### Task input
------------------------------

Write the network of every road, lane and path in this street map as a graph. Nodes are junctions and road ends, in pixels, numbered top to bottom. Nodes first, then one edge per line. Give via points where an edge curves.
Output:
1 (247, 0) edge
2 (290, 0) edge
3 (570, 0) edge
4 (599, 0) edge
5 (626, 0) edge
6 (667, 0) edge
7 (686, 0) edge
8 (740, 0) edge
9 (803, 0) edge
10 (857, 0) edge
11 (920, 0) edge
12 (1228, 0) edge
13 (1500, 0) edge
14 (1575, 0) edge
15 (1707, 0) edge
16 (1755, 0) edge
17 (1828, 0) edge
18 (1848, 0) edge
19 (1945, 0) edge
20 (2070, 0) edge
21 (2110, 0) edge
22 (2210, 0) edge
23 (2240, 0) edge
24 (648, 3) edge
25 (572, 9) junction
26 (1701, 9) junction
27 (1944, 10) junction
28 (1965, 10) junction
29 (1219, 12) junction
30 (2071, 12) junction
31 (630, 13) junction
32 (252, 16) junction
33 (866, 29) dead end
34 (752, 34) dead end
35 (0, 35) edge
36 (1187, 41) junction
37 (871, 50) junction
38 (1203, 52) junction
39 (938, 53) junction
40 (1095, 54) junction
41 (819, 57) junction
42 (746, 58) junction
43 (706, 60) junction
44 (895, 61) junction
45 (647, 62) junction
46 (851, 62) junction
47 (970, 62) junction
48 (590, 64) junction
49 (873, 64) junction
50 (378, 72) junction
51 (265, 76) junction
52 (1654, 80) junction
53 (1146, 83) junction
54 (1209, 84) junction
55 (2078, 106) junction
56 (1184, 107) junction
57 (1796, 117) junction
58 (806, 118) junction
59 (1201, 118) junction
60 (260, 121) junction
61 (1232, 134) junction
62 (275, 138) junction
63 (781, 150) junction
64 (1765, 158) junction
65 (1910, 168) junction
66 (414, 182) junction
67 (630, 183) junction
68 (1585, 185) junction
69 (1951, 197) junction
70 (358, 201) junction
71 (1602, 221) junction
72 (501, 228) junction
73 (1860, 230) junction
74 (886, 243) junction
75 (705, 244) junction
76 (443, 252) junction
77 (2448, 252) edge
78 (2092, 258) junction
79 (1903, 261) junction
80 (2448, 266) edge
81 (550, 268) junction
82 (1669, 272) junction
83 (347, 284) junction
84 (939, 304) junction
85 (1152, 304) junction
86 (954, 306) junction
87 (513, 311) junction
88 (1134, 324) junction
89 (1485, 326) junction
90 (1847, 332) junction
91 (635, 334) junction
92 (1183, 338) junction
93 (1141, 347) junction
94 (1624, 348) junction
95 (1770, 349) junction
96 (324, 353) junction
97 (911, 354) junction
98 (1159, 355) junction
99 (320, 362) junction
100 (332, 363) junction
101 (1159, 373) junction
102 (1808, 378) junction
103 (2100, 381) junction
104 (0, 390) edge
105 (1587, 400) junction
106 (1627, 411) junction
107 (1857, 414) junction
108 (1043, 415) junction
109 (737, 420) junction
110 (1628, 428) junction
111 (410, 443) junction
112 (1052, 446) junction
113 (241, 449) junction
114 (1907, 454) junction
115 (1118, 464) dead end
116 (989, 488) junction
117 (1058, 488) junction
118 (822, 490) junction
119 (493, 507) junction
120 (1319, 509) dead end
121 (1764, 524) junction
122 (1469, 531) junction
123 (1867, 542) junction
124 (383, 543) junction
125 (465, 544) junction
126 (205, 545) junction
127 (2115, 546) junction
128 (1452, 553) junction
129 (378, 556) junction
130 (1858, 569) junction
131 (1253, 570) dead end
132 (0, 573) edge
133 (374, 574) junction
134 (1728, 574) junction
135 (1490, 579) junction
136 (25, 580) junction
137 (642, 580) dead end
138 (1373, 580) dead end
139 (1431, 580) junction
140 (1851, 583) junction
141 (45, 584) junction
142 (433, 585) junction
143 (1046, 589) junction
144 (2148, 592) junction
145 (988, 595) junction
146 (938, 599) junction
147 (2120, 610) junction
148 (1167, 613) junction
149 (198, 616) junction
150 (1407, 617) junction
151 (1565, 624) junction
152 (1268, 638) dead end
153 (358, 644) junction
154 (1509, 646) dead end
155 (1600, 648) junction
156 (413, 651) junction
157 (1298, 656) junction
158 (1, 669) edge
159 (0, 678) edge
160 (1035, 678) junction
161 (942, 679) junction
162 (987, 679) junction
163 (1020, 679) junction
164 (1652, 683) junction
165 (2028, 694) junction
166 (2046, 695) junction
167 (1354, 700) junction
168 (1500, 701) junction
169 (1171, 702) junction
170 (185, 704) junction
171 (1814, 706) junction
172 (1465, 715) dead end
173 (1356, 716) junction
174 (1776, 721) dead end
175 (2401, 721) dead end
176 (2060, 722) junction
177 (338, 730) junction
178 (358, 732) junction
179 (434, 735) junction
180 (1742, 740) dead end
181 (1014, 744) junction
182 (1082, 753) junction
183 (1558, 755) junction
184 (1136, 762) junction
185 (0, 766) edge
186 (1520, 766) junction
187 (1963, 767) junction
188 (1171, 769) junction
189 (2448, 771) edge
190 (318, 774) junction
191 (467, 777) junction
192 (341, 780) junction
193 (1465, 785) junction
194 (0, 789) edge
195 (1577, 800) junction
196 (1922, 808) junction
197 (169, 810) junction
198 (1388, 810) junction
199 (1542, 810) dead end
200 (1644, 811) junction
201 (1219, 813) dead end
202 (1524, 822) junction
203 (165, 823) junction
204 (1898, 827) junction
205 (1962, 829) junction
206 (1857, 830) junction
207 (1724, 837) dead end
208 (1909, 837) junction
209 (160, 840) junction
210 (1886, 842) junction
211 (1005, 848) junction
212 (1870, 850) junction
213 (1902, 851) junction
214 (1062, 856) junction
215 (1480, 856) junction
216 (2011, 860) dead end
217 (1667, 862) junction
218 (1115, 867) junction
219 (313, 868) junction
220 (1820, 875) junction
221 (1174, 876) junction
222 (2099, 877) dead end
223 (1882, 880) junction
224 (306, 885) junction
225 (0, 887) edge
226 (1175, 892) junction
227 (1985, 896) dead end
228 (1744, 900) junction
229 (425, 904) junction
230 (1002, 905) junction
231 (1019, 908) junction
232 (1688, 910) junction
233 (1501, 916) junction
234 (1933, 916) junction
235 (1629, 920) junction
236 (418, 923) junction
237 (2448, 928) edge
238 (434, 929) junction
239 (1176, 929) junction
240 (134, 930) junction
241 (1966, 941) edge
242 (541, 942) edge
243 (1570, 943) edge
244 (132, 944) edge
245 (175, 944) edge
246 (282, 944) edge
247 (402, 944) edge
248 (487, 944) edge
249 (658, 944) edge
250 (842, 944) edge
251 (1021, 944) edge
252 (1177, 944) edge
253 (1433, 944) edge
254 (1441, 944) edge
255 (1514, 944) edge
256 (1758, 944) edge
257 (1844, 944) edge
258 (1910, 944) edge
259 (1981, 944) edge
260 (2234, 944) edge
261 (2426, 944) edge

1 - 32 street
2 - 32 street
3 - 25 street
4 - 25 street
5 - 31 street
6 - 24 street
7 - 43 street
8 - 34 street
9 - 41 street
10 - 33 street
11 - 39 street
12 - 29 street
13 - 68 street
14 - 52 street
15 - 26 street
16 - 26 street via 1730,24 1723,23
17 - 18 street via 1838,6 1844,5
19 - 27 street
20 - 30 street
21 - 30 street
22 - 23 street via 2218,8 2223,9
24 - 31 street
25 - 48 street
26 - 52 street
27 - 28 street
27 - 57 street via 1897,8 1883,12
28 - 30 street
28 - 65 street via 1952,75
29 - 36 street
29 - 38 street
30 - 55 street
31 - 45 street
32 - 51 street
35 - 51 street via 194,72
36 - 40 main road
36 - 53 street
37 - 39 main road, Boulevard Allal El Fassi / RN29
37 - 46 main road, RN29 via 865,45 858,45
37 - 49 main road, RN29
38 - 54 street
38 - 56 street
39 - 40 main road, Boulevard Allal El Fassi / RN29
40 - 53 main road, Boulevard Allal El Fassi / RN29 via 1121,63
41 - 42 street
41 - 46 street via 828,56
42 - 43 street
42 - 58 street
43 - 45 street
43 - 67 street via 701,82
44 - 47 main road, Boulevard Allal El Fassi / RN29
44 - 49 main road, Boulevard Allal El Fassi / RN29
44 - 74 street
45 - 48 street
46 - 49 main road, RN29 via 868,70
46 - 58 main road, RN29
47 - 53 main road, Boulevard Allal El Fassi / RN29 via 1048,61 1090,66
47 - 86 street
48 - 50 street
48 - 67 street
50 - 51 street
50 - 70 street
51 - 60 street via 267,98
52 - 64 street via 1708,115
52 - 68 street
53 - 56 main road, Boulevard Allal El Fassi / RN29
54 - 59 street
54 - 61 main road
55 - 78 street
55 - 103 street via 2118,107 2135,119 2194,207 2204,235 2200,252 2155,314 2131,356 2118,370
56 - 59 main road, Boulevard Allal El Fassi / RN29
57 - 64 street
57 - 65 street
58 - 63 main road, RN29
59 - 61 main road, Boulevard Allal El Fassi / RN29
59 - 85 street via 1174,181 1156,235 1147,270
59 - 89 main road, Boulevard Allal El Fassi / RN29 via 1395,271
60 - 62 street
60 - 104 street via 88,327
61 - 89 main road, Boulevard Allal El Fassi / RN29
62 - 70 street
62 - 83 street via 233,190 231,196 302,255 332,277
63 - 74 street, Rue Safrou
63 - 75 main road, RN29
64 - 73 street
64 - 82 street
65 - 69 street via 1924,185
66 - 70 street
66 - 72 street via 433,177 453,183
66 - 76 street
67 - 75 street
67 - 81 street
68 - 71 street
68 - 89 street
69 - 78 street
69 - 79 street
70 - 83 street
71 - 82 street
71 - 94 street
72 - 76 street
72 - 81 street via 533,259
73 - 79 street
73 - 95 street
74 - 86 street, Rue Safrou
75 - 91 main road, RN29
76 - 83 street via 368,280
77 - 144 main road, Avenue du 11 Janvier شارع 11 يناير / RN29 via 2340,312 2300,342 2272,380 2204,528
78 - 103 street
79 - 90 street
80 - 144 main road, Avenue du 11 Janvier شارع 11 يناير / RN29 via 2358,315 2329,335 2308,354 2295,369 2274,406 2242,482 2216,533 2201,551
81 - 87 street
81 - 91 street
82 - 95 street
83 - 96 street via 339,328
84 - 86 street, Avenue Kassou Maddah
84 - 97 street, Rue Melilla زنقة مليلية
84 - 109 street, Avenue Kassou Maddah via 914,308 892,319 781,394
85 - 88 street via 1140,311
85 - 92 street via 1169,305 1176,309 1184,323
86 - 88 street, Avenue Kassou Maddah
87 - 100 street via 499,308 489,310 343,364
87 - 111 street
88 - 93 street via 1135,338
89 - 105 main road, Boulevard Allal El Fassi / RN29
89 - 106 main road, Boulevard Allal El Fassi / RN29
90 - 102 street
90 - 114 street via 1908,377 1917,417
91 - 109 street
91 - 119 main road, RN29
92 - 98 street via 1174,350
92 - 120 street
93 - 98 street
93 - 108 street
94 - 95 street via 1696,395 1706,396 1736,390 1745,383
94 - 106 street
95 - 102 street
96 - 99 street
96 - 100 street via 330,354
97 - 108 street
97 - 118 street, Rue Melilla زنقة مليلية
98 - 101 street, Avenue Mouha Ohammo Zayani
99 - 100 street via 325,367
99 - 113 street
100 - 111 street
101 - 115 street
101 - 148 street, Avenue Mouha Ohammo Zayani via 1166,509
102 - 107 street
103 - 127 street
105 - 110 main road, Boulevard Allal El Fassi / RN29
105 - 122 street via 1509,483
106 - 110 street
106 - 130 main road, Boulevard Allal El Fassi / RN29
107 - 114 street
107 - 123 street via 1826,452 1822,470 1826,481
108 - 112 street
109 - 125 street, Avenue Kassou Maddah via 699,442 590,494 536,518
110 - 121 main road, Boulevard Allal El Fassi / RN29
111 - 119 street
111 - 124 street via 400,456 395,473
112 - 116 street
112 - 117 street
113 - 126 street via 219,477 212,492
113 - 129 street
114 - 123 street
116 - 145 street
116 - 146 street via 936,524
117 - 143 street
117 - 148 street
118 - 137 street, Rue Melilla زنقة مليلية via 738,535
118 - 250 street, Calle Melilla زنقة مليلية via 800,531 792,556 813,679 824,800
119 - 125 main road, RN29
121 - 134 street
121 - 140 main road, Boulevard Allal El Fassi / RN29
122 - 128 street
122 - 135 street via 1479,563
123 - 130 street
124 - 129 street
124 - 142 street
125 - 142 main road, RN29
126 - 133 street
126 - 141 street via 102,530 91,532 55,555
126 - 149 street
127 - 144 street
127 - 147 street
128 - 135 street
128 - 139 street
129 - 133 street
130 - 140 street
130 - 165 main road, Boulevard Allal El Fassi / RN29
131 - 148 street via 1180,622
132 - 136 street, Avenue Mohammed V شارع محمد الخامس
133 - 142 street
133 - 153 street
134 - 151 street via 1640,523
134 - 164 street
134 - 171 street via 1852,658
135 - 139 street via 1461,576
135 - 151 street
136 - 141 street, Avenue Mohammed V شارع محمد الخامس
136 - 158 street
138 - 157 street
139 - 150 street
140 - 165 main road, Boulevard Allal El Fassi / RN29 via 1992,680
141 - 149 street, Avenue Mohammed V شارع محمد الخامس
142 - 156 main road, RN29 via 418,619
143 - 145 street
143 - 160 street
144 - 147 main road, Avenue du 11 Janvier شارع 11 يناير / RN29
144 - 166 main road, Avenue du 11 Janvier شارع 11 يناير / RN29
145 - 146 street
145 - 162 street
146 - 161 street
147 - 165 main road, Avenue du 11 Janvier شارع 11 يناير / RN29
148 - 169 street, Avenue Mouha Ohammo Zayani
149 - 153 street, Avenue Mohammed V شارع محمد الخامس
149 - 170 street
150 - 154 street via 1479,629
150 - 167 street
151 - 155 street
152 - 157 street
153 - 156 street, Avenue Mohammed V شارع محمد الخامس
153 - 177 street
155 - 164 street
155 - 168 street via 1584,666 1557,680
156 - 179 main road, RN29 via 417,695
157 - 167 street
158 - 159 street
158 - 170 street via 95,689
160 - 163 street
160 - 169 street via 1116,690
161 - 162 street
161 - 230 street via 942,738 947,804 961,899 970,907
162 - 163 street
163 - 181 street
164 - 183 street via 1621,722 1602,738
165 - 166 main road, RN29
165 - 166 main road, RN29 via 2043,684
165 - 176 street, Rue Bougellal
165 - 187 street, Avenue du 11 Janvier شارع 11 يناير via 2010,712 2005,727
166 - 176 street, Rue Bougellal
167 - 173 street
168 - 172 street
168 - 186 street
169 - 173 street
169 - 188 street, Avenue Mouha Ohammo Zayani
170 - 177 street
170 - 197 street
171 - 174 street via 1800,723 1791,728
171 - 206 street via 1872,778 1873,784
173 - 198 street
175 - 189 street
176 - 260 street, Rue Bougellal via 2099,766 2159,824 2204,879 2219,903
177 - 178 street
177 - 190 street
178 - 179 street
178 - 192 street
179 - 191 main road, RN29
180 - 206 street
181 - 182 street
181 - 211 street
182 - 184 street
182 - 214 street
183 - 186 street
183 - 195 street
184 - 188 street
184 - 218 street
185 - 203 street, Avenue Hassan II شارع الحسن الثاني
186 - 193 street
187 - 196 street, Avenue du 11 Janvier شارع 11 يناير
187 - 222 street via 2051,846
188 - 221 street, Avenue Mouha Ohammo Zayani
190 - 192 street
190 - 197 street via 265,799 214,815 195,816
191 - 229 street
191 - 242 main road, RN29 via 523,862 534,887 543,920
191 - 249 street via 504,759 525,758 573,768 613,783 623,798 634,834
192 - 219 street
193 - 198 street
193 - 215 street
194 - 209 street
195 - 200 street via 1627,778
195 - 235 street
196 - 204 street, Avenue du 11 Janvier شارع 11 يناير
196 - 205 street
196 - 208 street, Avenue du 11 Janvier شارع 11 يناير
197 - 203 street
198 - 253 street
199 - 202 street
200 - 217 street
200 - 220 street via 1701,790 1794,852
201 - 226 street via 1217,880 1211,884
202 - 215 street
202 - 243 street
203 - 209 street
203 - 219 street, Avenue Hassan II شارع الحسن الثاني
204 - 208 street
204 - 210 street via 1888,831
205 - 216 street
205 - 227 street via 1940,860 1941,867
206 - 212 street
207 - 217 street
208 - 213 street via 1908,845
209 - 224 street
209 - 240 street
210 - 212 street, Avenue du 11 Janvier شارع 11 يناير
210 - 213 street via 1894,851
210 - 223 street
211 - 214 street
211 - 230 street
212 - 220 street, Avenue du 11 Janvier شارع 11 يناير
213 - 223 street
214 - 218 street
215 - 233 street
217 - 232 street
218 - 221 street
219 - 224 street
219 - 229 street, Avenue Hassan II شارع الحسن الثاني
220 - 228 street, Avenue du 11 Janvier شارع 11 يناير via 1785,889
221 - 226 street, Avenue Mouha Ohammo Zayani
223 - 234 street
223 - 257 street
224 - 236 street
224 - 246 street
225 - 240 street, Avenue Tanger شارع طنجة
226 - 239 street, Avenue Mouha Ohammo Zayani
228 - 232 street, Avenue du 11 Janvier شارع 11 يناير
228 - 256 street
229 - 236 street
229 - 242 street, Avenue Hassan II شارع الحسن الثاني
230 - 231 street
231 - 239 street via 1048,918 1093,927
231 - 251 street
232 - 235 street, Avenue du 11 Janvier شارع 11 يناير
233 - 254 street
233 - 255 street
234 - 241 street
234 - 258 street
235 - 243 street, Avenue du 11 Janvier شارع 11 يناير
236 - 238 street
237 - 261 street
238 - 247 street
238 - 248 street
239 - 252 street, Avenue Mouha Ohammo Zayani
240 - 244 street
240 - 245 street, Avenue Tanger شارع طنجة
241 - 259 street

------------------------------

### Exercise details
For the listing above, say how many lines hold the string "Bougellal". Give only that number.

### Written response
3